> Data for processing
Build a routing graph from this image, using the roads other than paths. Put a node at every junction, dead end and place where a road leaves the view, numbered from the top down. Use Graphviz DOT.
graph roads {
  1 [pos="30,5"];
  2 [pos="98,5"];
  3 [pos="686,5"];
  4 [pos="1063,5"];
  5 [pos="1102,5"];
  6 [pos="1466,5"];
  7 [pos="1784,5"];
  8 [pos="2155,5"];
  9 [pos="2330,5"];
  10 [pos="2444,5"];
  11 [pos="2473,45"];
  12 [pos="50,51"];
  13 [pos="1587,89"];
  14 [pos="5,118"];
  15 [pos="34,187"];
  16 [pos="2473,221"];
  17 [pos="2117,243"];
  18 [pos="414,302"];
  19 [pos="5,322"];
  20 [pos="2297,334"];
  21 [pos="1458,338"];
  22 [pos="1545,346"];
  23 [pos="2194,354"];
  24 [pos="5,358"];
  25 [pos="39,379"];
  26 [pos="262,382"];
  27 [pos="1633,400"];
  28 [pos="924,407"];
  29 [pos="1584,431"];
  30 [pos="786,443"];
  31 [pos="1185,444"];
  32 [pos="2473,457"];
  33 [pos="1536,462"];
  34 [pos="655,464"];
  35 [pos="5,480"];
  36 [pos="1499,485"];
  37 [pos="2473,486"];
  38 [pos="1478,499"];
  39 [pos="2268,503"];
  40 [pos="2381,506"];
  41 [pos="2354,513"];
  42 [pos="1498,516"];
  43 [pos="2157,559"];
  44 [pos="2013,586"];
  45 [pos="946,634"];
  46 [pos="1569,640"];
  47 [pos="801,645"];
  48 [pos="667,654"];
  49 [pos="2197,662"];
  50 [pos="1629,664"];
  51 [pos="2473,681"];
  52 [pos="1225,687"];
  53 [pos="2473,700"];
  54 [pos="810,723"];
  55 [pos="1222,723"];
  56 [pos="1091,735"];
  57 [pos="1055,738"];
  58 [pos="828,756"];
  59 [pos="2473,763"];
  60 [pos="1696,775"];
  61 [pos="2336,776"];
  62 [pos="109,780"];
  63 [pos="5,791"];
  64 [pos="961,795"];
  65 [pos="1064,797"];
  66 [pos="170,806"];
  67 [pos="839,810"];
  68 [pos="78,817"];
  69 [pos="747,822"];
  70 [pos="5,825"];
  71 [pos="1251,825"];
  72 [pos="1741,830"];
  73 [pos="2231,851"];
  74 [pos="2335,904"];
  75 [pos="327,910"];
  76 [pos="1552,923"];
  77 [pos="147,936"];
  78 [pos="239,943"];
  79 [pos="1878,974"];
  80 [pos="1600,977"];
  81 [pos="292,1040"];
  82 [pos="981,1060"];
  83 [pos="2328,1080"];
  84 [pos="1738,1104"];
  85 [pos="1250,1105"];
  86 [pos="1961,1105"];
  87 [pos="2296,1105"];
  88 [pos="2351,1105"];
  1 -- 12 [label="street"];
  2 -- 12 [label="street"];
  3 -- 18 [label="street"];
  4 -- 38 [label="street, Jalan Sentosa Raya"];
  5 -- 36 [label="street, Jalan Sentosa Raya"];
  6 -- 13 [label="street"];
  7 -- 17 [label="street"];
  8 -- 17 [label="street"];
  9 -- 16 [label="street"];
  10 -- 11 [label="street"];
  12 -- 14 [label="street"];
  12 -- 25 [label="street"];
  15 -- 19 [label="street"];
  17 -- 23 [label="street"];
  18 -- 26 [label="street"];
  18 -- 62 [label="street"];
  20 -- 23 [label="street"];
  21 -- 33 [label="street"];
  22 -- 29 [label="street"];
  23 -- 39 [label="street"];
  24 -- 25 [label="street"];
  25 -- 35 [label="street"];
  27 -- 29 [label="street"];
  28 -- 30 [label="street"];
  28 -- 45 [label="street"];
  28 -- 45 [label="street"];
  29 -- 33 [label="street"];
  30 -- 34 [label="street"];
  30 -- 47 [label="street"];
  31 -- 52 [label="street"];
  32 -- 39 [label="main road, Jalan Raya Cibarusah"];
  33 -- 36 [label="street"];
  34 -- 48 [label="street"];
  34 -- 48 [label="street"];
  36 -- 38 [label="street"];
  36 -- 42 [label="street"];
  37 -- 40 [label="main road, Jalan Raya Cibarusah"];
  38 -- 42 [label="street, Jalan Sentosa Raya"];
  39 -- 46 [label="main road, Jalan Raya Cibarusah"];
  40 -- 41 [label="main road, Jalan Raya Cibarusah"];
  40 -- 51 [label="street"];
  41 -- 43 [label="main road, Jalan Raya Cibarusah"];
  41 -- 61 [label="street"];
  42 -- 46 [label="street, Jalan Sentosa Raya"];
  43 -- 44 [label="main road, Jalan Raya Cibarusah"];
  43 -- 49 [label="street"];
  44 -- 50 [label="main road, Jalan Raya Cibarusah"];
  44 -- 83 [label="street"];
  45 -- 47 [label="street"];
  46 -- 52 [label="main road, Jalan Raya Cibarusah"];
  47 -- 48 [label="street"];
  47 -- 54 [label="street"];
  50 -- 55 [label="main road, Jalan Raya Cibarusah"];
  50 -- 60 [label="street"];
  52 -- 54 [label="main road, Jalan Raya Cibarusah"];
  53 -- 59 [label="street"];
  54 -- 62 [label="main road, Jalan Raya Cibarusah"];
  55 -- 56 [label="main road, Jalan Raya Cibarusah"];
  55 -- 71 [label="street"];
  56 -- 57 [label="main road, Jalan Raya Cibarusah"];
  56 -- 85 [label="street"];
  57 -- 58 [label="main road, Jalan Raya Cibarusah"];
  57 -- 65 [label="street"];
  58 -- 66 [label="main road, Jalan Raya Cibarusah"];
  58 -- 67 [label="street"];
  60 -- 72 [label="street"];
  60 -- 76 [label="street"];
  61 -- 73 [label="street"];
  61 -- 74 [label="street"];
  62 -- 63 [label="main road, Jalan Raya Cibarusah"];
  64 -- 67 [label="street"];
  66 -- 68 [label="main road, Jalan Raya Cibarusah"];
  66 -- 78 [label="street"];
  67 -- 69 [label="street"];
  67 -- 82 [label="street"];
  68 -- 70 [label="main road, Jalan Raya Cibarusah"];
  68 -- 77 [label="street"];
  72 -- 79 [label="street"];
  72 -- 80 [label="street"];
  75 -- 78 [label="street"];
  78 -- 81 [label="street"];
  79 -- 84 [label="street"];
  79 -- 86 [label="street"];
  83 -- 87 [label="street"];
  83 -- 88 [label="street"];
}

> Assignment
Pull every line containing "Sentosa" from the material above.

> Task solution
  4 -- 38 [label="street, Jalan Sentosa Raya"];
  5 -- 36 [label="street, Jalan Sentosa Raya"];
  38 -- 42 [label="street, Jalan Sentosa Raya"];
  42 -- 46 [label="street, Jalan Sentosa Raya"];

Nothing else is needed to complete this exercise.